Recursion Revisited
© 2005, Brad Moore
Liberty Basic Connection
Eddie's Lessons
Beginners Programming
Recursive algorithms
Recusion is one of those less understood concepts in the hobiest programing world. There is rarly reason for a hobiest to utilize recursion exxcept as an acedemic exercise. One truly useful exception is walking an form of a tree, such as a directory tree. We will look at this a bit closer a bit later - first, just what is recursion?
I went to Wikipedia for a definition, where the following can be found:
A common method of simplification is to divide a problem into subproblems of the same type. As a computer programming technique, this is called divide and conquer and is key to the design of many important algorithms, as well as being a fundamental part of dynamic programming.

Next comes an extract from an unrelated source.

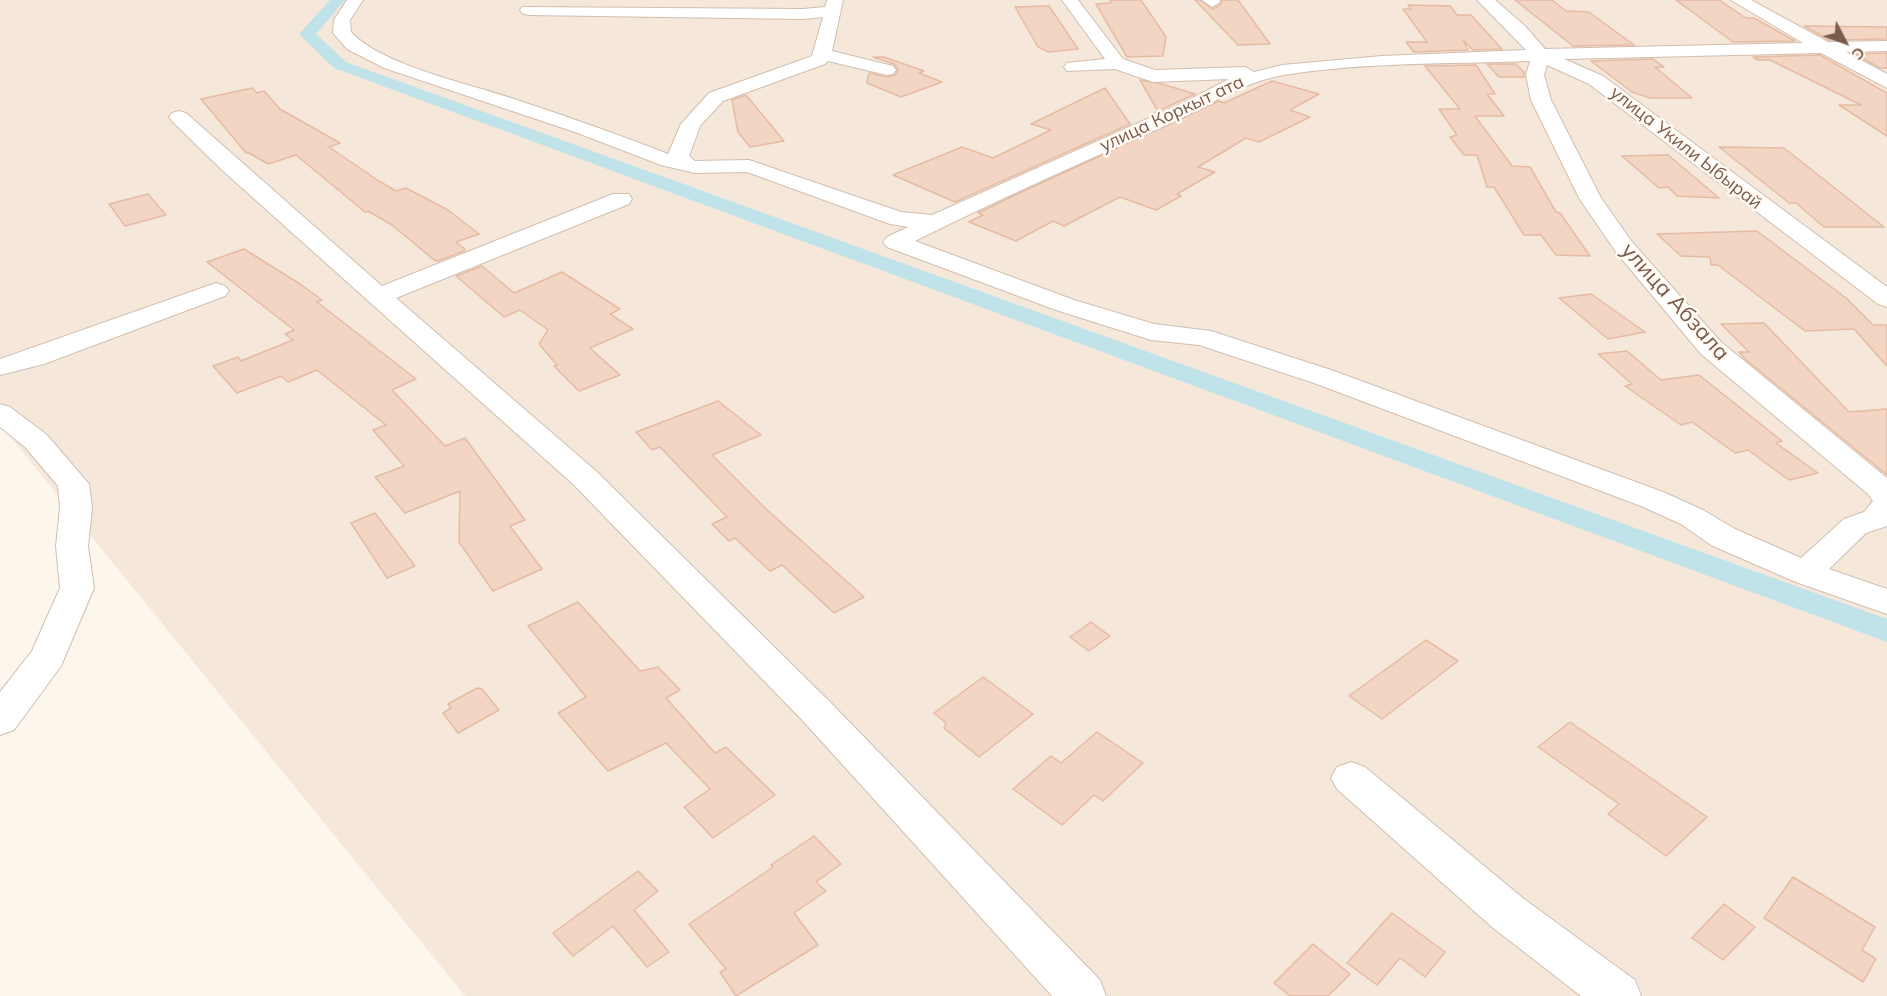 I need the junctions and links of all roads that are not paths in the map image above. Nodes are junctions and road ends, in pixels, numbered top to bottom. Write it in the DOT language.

Virtually all programming languages in use today allow the direct specification of recursive functions and procedures. When such a function is called, the computer (for most languages on most stack-based architectures) or the language implementation keeps track of the various instances of the function (on many architectures, by using a stack, although other methods may be used). Conversely, every recursive function can be transformed into an iterative function by using a stack.
Any function that can be evaluated by a computer can be expressed in terms of recursive functions, without use of iteration, and conversely.
Some languages designed for logic programming and functional programming provide recursion as the only means of repetition directly available to the programmer. Such languages generally make tail recursion as efficient as iteration, letting programmers express other repetition structures (such as Scheme's (http://en.wikipedia.org/wiki/Scheme_programming_language) map and for) in terms of recursion.
Recursion is deeply embedded in the theory of computation, with the theoretical equivalence of recursive functions and Turing machines at the foundation of ideas about the universality of the modern computer.
An example of a recursive image:
See more about recursion on the Wikipedia site.
Ok, so I was left scratching my head a little. I bet you were too! That got pretty deep, but it seems to say that recursion is a method of looping functions iteratavly.
Some things just lend them selves to recursive functions. Year ago, in a C programming class I took, we had to write a solution to the Towers of Hanoi using recursion in as few lines of code as possible. Since C supports pointers our instructor was able to do it in just three lines of code. My solution was nine lines long.
As I mentioned earlier, one of the best places to use recursion is where you must traverse a node tree. A good example of this is reading the directory and file structure of a hard disk. I wrote a function that does this called Directory Tree (it is on my website LB Connection). At the end of this article you will fins a much simpler recursive style directory cataloging function called "dirsearch.bas".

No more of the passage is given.